Transcription, pictures excluded: write out the data below exactly.
+---+
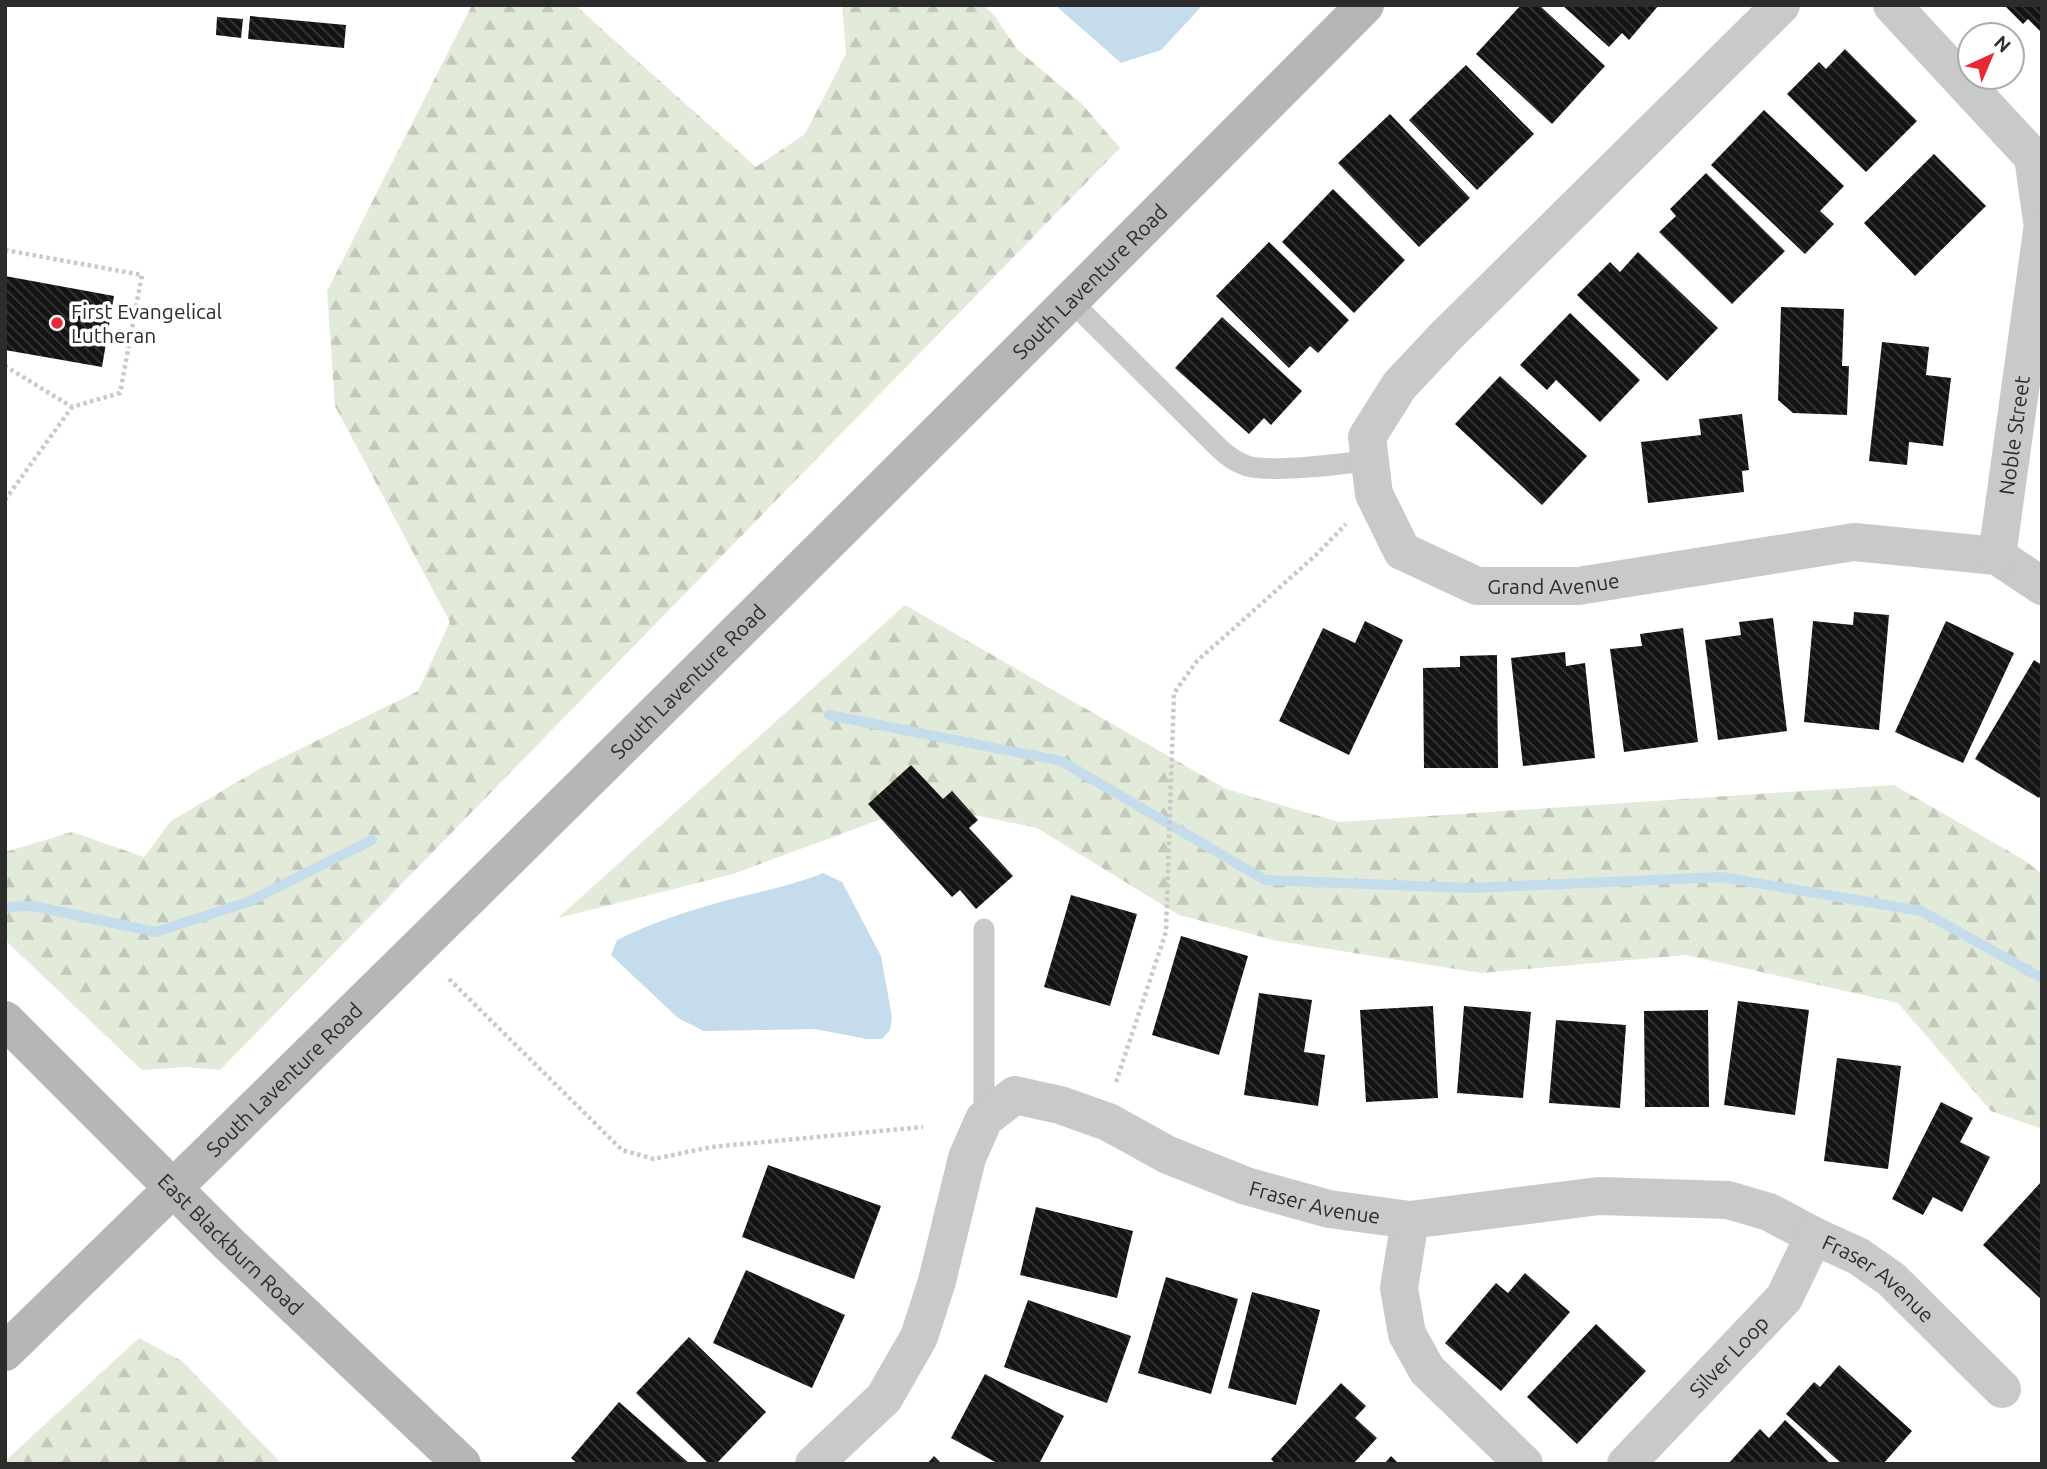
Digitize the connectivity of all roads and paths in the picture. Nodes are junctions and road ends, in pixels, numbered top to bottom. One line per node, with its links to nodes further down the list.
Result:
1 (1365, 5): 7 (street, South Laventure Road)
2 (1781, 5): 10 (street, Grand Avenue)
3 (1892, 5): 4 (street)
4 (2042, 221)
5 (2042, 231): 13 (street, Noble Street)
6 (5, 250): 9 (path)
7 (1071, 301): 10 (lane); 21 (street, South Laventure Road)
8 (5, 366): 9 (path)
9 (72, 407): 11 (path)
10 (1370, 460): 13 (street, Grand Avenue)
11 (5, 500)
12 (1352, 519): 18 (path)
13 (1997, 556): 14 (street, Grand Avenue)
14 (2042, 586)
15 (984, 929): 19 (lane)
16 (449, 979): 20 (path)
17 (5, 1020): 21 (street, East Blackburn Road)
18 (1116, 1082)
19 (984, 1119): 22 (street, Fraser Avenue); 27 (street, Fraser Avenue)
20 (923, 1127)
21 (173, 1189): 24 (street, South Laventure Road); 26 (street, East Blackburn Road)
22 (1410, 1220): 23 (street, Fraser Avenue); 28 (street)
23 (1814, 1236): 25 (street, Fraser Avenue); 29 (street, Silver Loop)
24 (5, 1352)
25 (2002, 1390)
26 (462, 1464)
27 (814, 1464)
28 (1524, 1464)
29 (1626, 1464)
+---+
Task response:
Digitize the connectivity of all roads and paths in the picture. Nodes are junctions and road ends, in pixels, numbered top to bottom. One line per node, with its links to nodes further down the list.
Result:
1 (1365, 5): 7 (street, South Laventure Road)
2 (1781, 5): 10 (street, Grand Avenue)
3 (1892, 5): 4 (street)
4 (2042, 221)
5 (2042, 231): 13 (street, Noble Street)
6 (5, 250): 9 (path)
7 (1071, 301): 10 (lane); 21 (street, South Laventure Road)
8 (5, 366): 9 (path)
9 (72, 407): 11 (path)
10 (1370, 460): 13 (street, Grand Avenue)
11 (5, 500)
12 (1352, 519): 18 (path)
13 (1997, 556): 14 (street, Grand Avenue)
14 (2042, 586)
15 (984, 929): 19 (lane)
16 (449, 979): 20 (path)
17 (5, 1020): 21 (street, East Blackburn Road)
18 (1116, 1082)
19 (984, 1119): 22 (street, Fraser Avenue); 27 (street, Fraser Avenue)
20 (923, 1127)
21 (173, 1189): 24 (street, South Laventure Road); 26 (street, East Blackburn Road)
22 (1410, 1220): 23 (street, Fraser Avenue); 28 (street)
23 (1814, 1236): 25 (street, Fraser Avenue); 29 (street, Silver Loop)
24 (5, 1352)
25 (2002, 1390)
26 (462, 1464)
27 (814, 1464)
28 (1524, 1464)
29 (1626, 1464)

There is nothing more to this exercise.